À superfície, o chocalhar ruidoso do compressor que alimentava o aspirador-escavador passara de um som discreto a uma sequência de urros. O indivíduo que estava encarregue desse maquinismo, cujo nome era Faruk, parecia ter ficado muito contente, pois começara a pensar que o trabalho lá em baixo já estava feito.
Até então, tinham recuperado apenas algumas bugigangas, mas nada de especial. Ele já começava a ficar preocupado. Cada vez que passava um navio ao largo, pensava se se trataria da NATO ou de um barco-patrulha de Malta.
Foi até ao local onde as mangueiras despejavam o que vinha do fundo sobre a rede metálica, muito feliz ao ver que a água que fluía sobre a mesma se transformara numa verdadeira torrente, quase tudo água, no entanto, com um pouco de sedimentos. Mas isso poderia mudar a qualquer minuto. Por fim, uma onda de lodo surgiu e, atrás dela, algo sólido. Ficou presa na rede e um dos homens pegou-lhe.
— Não! — gritou Faruk.
A explosão abafou o grito e rebentou com Faruk e com o outro homem que estava na barcaça. A rede, o compressor e uma secção extensa do casco suportaram o resto do rebentamento.
A água começou logo a entrar e a popa da barcaça baixou de imediato.
O único sobrevivente levantou-se então de um lugar no convés perto da proa. Sentia um tinido nos ouvidos, a cabeça a andar à roda. Enquanto via as águas esverdeadas a invadirem o convés e se apercebia de que o barco se começava a inclinar, não perdeu tempo a pensar noutra coisa. Atirou-se borda fora e começou a nadar para o outro barco.
Quando chegou às escadas de ferro, um dos homens foi ter com ele para o ajudar, no entanto, antes mesmo que ele pudesse pôr um pé na primeira barra, algo de cortante lhe atacou as pernas, apertando-o e arrastando-o para trás. Foi assim desviado das escadas.

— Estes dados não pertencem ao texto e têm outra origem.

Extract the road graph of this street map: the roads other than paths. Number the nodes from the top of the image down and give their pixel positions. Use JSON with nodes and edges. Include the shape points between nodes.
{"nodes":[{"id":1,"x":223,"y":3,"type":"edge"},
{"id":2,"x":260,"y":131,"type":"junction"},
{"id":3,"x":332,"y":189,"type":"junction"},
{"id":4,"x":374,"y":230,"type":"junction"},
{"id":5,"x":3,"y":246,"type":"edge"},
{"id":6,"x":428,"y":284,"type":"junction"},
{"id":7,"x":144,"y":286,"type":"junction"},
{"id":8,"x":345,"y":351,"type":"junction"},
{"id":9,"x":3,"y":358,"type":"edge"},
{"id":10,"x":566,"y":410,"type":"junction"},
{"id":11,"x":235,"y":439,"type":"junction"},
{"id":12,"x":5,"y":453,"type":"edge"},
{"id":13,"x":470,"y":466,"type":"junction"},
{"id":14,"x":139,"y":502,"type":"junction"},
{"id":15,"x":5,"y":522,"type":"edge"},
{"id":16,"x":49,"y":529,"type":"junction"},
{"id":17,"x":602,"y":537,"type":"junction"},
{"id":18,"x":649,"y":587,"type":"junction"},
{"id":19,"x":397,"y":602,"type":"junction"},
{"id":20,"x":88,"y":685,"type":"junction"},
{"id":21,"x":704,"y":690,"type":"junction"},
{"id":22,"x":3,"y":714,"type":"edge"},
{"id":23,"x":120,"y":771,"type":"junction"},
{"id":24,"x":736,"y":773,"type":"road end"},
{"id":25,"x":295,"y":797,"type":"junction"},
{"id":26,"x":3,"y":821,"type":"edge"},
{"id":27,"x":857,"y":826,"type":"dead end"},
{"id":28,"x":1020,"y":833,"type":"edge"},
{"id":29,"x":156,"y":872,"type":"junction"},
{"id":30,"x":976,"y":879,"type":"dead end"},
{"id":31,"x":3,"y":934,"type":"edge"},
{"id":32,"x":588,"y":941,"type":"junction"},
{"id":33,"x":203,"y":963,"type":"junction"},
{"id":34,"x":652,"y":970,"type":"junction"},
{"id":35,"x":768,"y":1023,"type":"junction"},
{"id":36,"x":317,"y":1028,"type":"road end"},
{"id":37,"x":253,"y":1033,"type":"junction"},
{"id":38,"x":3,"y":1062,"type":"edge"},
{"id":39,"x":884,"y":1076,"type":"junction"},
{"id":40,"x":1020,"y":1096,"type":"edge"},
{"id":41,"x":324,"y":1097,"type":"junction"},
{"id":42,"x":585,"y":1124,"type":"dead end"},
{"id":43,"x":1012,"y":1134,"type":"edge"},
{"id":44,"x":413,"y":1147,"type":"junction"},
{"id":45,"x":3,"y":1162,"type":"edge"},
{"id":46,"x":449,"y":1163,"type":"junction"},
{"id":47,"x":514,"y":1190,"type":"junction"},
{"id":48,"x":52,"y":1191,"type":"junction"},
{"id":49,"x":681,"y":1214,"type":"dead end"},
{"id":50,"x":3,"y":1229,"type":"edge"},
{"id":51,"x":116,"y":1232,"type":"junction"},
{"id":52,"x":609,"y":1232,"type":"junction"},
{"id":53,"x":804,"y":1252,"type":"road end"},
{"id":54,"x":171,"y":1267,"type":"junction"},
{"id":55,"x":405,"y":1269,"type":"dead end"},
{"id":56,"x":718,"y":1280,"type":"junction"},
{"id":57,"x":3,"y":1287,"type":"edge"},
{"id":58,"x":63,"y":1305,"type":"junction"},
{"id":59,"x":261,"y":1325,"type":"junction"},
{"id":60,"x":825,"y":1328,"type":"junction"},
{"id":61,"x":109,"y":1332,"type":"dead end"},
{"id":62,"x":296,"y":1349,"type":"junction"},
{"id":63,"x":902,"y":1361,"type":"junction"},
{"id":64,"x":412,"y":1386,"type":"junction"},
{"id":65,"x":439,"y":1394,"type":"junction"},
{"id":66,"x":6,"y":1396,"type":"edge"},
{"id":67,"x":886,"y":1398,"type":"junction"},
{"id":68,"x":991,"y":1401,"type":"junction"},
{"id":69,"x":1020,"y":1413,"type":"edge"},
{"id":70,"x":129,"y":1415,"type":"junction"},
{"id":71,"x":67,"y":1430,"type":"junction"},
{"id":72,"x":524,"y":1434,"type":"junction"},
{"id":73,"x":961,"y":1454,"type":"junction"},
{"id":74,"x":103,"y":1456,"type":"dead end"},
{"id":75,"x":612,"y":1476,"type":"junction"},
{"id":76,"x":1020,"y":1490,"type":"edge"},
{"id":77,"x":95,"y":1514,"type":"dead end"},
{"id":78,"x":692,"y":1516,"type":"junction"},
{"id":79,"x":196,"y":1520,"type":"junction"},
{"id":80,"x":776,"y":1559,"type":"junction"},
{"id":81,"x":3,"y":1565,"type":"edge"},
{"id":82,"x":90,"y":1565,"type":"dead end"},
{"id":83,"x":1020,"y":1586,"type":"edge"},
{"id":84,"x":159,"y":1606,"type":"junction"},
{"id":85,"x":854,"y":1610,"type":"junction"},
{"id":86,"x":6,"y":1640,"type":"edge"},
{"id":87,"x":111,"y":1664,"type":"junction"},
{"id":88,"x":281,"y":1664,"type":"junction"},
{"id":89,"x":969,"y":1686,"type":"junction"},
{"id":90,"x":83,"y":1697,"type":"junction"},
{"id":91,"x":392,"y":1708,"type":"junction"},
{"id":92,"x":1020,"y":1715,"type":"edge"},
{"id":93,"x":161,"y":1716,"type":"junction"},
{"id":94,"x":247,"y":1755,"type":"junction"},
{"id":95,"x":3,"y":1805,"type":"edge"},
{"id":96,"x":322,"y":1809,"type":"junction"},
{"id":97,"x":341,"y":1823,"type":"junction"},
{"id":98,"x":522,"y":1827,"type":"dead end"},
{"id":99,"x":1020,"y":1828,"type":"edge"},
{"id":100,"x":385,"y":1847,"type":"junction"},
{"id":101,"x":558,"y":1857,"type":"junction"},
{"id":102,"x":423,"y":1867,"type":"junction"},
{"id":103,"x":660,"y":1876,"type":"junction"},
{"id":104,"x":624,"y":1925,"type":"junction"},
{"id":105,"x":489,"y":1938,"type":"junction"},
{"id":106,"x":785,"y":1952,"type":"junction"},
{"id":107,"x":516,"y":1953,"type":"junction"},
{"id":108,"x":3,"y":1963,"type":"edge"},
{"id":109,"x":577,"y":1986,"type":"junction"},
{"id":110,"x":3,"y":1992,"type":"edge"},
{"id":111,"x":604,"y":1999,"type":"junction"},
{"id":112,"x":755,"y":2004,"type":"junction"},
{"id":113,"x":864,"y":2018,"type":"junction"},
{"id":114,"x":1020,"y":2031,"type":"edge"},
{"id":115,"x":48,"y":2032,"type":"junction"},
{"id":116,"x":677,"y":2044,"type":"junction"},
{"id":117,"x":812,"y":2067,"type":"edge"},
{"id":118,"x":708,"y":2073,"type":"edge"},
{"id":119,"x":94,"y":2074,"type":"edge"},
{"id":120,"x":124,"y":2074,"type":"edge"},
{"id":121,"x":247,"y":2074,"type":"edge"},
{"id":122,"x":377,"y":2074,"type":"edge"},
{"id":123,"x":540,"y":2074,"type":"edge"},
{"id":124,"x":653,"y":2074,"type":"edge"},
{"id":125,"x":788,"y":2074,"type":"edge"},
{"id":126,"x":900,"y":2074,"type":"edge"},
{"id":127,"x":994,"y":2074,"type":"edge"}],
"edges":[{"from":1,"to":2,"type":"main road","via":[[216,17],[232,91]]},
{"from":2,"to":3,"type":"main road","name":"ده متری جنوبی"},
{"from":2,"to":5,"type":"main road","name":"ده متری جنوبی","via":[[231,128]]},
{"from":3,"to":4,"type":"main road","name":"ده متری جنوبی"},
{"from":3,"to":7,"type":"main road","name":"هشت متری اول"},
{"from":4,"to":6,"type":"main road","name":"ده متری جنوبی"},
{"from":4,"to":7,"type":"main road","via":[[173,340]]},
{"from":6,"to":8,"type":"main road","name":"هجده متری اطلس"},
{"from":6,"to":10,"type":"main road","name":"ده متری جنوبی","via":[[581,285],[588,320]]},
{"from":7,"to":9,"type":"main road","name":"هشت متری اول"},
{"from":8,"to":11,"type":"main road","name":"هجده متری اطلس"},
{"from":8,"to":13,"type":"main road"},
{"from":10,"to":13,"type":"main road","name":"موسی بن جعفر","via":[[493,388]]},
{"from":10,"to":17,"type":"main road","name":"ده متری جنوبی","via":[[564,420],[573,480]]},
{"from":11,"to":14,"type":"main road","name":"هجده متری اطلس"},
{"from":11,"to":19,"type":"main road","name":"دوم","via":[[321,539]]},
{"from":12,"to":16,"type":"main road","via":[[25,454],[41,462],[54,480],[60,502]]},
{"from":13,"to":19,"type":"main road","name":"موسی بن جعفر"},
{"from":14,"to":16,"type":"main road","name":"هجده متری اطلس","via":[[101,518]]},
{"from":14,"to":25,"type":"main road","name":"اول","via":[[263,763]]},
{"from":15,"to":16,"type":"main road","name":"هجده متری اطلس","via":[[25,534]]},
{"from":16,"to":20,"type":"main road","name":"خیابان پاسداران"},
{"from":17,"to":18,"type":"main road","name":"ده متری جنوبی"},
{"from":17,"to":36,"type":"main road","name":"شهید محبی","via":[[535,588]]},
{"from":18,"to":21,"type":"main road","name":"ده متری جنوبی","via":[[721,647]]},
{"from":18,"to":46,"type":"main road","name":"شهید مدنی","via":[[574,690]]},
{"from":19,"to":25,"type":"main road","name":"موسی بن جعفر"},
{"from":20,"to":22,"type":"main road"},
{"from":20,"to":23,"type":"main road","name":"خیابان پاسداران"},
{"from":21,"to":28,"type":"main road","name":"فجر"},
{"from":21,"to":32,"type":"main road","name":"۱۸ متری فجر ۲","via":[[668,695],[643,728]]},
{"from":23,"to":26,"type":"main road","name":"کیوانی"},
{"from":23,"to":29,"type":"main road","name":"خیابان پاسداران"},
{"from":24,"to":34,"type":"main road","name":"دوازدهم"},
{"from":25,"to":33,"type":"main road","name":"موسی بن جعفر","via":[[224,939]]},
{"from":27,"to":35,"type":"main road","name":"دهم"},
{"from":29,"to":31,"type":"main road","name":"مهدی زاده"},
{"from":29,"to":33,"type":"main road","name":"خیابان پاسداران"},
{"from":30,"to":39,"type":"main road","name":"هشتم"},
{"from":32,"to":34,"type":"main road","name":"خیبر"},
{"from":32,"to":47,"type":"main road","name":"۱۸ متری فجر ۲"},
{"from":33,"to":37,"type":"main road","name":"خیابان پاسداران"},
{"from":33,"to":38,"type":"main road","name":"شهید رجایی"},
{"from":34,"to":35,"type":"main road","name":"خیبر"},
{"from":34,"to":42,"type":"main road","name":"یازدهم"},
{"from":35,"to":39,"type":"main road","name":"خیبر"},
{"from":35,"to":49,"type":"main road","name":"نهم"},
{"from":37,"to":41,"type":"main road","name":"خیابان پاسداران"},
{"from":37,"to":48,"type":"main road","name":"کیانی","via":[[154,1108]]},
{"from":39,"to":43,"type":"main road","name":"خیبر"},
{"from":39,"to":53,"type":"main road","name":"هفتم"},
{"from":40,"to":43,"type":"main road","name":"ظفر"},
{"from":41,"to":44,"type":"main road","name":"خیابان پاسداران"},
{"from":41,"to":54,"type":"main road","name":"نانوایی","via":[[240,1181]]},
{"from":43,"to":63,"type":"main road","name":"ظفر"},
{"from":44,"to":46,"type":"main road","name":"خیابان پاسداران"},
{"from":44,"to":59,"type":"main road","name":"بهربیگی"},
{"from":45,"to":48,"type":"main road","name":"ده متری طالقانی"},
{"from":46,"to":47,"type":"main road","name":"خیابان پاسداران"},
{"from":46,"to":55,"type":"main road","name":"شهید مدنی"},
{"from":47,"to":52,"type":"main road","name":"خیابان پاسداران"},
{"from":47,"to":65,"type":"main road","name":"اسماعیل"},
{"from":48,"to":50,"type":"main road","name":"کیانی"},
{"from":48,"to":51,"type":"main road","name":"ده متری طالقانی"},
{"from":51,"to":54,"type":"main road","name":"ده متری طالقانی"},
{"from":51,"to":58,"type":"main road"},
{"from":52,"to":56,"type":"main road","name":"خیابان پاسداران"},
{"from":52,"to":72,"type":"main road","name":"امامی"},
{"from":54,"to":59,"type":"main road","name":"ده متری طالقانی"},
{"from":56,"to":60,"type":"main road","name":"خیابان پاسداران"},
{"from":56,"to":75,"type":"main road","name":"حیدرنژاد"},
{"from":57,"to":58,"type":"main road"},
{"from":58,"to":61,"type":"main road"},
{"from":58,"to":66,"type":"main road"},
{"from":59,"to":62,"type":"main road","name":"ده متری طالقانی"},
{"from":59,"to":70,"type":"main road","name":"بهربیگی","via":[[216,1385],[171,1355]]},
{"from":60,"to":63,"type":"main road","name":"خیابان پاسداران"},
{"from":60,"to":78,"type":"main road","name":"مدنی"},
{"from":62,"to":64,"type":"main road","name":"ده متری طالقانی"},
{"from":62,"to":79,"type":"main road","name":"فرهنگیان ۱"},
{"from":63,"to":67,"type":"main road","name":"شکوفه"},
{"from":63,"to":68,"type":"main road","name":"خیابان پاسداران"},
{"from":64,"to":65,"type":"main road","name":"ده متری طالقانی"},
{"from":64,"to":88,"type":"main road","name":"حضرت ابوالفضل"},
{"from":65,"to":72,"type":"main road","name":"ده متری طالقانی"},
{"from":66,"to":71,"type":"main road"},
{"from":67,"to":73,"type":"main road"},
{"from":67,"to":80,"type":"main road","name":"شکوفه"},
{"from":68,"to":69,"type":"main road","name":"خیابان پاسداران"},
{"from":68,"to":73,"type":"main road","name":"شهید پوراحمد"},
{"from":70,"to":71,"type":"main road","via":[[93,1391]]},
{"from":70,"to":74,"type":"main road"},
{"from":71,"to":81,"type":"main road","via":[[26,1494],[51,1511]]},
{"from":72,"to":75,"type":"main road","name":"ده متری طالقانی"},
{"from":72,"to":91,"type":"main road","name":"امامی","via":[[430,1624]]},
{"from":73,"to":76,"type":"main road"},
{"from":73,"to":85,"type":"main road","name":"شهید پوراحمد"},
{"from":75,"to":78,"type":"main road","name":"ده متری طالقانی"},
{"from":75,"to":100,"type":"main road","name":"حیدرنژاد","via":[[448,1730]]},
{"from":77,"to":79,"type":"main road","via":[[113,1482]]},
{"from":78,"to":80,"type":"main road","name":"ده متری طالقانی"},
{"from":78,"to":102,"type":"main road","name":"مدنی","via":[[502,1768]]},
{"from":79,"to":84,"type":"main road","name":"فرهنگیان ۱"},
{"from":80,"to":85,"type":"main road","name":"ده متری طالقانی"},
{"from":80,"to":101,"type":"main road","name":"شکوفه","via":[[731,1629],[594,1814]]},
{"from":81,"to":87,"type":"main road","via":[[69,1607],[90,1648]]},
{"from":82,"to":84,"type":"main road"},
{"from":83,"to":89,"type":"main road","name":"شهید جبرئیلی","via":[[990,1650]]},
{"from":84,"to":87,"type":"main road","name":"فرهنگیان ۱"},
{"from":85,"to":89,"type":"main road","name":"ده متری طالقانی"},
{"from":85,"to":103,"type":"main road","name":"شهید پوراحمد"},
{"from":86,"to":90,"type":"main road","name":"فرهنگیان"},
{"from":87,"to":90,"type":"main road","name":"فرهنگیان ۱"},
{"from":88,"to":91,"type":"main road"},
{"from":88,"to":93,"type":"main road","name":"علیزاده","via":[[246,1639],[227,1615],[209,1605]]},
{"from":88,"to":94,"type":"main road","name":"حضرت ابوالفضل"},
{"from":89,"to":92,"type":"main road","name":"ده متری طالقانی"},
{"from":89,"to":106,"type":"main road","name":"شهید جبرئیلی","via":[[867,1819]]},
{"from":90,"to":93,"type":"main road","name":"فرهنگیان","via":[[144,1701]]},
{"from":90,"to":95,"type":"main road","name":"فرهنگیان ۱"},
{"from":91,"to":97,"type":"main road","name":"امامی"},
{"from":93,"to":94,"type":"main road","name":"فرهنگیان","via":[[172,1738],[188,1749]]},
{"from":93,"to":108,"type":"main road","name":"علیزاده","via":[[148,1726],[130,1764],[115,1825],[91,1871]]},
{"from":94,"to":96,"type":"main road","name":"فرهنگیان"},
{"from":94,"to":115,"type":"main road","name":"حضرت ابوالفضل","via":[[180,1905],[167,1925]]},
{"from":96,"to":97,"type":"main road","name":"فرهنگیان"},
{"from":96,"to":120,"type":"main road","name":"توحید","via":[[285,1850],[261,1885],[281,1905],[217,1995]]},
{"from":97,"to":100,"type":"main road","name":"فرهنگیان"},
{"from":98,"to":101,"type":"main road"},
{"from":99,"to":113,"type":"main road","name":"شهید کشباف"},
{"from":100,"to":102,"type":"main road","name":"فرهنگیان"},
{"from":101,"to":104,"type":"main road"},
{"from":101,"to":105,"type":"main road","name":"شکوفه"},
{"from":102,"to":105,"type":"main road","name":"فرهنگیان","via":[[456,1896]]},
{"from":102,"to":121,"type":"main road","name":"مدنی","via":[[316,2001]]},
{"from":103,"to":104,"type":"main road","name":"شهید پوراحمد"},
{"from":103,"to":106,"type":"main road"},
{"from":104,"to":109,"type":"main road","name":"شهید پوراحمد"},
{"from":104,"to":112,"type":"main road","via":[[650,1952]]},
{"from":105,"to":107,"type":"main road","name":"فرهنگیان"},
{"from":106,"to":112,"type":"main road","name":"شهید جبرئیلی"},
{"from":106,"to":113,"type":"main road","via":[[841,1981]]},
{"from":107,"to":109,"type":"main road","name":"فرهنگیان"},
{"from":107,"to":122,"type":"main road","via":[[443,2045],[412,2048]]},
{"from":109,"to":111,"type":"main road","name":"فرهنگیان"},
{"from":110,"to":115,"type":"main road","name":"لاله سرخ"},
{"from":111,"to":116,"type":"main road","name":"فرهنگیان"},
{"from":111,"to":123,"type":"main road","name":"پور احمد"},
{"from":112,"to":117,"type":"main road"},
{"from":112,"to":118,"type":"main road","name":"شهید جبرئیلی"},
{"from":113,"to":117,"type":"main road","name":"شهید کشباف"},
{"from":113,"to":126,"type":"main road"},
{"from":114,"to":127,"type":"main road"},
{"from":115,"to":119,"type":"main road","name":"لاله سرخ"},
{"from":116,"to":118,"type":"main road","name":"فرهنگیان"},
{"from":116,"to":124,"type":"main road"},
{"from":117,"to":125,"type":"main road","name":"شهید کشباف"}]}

Tubarão, pensou ele, temendo uma morte horrível. Porém, quando olhou para trás, viu uma mancha amarelada. Era um submersível a fazer marcha-atrás com umas pinças a agarrarem-lhe as pernas e puxando-o para baixo de água.
Assim que estava quase a desmaiar, a pressão abrandou e ele foi libertado. Veio à superfície e reparou que estava a cem metros do barco de mergulho e incapaz de fazer muito mais para além de tossir e manter-se à tona de água.
Os dois homens no barco de mergulho mantinham as armas na mão, observando as águas em redor, pois sabiam que estavam a ser atacados.
— Vês alguma coisa? — gritou um deles.
— Não.
— Examina o outro lado.
— Além! — respondeu o segundo.
Abriu fogo sobre o que pensava ser um submarino, com as balas a perderem-se na água. Fosse o que fosse que ele alvejara, desaparecera rapidamente.
— Além! — gritou o primeiro homem, observando uma mancha amarela.
O submersível estava a deslizar, mesmo por baixo da superfície, na direção deles, com o casco claramente visível à luz do Sol. Ambos os homens apontaram e começaram a disparar, com as balas a levantar cordas de água.
No entanto, o monstro amarelo continuava a avançar. O casco elevou-se então à superfície, tornando-se um alvo fácil. Os dois homens despejaram munições sobre ele, mas este prosseguiu, até embater contra eles.
O impacto abanou o barco, mas eles mantiveram o equilíbrio apesar de a máquina ter deslizado para um lado para, em seguida, derrapar ao longo do casco e desaparecer na distância.
Só nesse momento se deram conta de que ninguém se encontrava no interior do submersível.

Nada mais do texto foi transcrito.